[RTTY] What does it take to finish in the top 10?

Kok Chen chen at mac.com
Sun Feb 26 11:50:56 PST 2012


On Feb 26, 2012, at 10:22 AM, Dave Hachadorian wrote:

> One of these days, in the not-too-distant future, someone is 
> going to come up with a RTTY Skimmer, and the whole ballgame will 
> change once again, at least in the assisted category.

If you look hard enough, you will find that multiple RTTY decoders already exists.

I know of two such working systems, one has been made public soon after the last Roundup I think, and the other remains a private effort.  Both were developed by folks who post on this reflector and during part of their development, I was in email communications with them (separately; neither knew I was talking to the other, and both used different demodulation schemes).

Both efforts started last year, and I am sure there are many other such efforts.  When you see an ant on the floor, you know there are many more :-).

When the CW contest managers banned the use of VE3NEA's "CW Skimmer," I thought it was a horrible idea that would stifle technical progress and innovations.  I had expected RTTY innovators to keep such developments close to their vests to avoid not being able to use the fruits of their own labors.  If I were serious about contesting, I would write such a thing and then keep it secret.

As such, I suspect there are many such multiple decoders floating around that have not been made public.

The public one was published by our very own Mario; you can find the sources on the web.  Some compilation required.  The non-public one has been around since at least last July, when the author contacted me.

Both of them require some form of SDR, naturally, and I don't think they have automatic linkages to QSY a transmitter automatically (yet).  In cococaModem, you can click on a row in the PSK31 tableview (what cocoaModem calls its PSK31 "skimmer") and the program will QSY your transmitter to the correct frequency -- a quick QSY is an easy thing to implement.  

OK, I might as well divulge an idea that I have only previously discussed with Doug K4DSP... for DX that is working a split pileup, install a parser on his data stream to do callsign recognition (recognizing anything that smells like a callsign).  Then in the skimmer (or whatever name you call a multiple decoder), do an automatic search for that callsign and highlight any row in the skimmer table where that callsign had appeared in most recently.  A single keyboard shortcut then takes your transmit VFO automatically to the most recent spot, ready to pounce once you see the DX issue his next QRZ.
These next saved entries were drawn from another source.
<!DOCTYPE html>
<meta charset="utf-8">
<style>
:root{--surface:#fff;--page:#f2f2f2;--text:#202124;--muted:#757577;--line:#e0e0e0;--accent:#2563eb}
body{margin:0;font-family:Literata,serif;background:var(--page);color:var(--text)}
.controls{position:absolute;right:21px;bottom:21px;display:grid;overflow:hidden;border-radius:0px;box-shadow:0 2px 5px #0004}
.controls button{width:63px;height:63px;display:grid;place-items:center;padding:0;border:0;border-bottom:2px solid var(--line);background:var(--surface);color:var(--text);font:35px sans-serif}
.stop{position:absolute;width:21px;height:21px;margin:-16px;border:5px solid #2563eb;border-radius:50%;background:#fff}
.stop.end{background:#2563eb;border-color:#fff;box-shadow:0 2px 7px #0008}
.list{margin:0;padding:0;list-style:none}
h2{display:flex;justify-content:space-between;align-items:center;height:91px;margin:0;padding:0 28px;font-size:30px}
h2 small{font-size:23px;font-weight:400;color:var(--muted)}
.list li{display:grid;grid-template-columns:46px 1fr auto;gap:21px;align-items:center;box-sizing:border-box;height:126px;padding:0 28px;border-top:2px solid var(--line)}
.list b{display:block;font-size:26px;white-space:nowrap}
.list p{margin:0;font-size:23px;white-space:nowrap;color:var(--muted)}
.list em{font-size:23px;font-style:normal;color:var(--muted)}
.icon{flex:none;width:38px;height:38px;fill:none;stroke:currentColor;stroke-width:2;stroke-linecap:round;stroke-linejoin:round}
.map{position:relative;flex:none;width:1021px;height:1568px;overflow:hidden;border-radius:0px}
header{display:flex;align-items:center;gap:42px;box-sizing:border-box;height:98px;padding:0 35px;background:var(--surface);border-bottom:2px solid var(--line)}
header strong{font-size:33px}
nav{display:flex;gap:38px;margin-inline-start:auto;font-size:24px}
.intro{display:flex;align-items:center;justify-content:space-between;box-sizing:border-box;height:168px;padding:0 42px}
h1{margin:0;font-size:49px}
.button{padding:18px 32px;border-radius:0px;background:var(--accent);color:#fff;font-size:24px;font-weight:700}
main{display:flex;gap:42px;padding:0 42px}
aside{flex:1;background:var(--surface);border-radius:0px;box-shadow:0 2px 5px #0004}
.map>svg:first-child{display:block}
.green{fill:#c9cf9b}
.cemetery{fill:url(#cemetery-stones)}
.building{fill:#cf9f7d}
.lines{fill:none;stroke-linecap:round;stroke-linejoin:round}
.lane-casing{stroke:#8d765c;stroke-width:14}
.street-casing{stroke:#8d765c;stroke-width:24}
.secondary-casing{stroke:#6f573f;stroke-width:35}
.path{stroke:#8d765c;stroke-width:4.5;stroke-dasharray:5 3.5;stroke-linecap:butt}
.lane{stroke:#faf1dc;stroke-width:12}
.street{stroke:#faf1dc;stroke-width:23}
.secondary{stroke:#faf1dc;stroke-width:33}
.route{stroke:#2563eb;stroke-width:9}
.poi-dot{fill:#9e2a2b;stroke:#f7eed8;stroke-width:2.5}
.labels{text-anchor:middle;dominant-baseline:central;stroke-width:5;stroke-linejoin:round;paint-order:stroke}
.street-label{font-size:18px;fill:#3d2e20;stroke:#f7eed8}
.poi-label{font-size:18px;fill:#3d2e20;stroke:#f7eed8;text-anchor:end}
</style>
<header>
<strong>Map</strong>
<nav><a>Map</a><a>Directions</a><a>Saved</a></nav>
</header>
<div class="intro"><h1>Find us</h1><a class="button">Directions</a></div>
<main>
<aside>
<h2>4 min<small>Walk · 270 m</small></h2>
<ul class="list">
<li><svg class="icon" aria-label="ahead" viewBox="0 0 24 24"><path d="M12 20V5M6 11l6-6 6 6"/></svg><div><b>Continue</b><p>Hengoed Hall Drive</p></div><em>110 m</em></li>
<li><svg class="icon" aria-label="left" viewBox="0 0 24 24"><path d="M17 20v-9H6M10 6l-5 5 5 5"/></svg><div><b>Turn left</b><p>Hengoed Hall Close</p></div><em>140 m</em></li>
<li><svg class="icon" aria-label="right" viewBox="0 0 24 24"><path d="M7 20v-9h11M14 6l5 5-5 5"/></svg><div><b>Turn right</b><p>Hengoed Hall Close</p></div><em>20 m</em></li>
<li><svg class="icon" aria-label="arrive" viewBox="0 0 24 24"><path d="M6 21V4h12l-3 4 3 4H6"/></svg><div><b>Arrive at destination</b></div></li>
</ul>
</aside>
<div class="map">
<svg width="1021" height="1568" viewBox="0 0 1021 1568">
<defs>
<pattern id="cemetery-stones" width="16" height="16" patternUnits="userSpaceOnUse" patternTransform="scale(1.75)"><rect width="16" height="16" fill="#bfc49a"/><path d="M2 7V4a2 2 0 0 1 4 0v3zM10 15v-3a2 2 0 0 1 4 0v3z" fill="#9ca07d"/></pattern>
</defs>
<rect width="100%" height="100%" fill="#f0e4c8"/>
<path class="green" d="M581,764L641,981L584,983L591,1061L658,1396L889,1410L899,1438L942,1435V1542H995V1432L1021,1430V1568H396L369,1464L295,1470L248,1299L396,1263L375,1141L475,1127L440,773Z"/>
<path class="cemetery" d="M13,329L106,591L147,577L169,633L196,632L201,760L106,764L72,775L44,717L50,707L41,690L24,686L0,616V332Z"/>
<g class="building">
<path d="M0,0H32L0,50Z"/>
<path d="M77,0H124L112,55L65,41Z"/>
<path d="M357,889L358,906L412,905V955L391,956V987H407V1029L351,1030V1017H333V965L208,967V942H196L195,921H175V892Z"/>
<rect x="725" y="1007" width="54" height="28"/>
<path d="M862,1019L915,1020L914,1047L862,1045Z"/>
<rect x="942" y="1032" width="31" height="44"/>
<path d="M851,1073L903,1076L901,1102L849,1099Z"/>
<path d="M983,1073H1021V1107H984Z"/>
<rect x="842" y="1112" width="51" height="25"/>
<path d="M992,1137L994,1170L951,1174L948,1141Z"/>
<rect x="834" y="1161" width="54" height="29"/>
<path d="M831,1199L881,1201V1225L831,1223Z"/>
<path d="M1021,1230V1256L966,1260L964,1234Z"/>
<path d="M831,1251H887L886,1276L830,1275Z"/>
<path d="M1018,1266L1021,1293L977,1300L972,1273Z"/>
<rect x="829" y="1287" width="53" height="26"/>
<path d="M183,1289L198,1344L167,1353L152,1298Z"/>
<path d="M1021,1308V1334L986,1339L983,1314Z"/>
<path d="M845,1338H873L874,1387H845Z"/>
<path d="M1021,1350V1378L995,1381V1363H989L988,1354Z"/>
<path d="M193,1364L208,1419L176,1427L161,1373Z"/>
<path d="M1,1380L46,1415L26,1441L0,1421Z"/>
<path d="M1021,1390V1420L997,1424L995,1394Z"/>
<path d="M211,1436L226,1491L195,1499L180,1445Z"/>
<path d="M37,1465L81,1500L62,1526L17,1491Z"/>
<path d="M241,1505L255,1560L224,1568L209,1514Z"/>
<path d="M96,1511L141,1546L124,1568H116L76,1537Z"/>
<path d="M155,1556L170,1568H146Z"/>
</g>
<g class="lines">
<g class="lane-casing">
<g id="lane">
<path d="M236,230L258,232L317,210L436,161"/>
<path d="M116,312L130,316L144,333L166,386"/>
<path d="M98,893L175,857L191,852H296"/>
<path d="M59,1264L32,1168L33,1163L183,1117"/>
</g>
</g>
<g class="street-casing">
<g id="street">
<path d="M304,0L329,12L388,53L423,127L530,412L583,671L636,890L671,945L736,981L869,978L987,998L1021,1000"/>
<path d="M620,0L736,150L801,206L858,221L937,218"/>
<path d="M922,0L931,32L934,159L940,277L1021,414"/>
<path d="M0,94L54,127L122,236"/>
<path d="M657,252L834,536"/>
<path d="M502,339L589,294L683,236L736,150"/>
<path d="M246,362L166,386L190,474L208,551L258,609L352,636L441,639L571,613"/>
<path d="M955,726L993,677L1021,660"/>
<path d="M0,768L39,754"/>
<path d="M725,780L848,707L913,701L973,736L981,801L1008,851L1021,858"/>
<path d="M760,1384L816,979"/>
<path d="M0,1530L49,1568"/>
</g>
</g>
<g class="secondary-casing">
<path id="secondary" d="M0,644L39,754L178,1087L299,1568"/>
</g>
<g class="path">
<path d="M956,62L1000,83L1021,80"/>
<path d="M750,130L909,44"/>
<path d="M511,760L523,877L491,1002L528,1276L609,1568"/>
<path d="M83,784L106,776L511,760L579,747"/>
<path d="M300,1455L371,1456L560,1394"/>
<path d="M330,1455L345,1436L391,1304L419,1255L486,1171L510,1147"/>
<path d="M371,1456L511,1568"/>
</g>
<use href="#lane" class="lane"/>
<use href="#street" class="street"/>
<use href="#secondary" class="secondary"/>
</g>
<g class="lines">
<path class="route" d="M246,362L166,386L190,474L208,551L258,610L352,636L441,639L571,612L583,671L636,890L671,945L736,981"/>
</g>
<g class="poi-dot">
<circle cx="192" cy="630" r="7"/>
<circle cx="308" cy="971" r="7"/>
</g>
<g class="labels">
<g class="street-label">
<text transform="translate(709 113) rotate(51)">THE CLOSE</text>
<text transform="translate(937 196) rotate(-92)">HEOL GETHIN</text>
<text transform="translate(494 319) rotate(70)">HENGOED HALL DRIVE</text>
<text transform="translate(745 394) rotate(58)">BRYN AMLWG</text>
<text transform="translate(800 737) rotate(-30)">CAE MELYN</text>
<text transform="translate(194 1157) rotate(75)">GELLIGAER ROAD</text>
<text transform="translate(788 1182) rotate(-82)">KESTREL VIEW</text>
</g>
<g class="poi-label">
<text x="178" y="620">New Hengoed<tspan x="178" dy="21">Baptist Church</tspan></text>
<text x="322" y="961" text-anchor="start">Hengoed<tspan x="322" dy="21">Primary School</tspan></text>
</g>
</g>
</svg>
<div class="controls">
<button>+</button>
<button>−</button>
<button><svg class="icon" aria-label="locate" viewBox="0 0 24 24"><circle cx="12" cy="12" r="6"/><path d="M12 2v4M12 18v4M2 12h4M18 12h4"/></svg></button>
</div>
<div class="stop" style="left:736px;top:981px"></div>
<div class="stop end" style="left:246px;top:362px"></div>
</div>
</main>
For that matter, here is another idea that I had previously discussed with Doug on how to make working split DX even more of a "shooting fish in a barrel" proposition.  Add a macro which "stages" your callsign in your transmit buffer but don't key the transmitter yet (i.e., like a type-ahead).  Install a "carrier detect" algorithm on the DX frequency.  Once the DX's carrier drops, the already "staged" callsign gets transmitted automatically, without any additional keystroke or mouse click.  This obviously works with contest exchanges too; it might even shave a few magical milliseconds that contesters seem to crave, off of each contest exchange.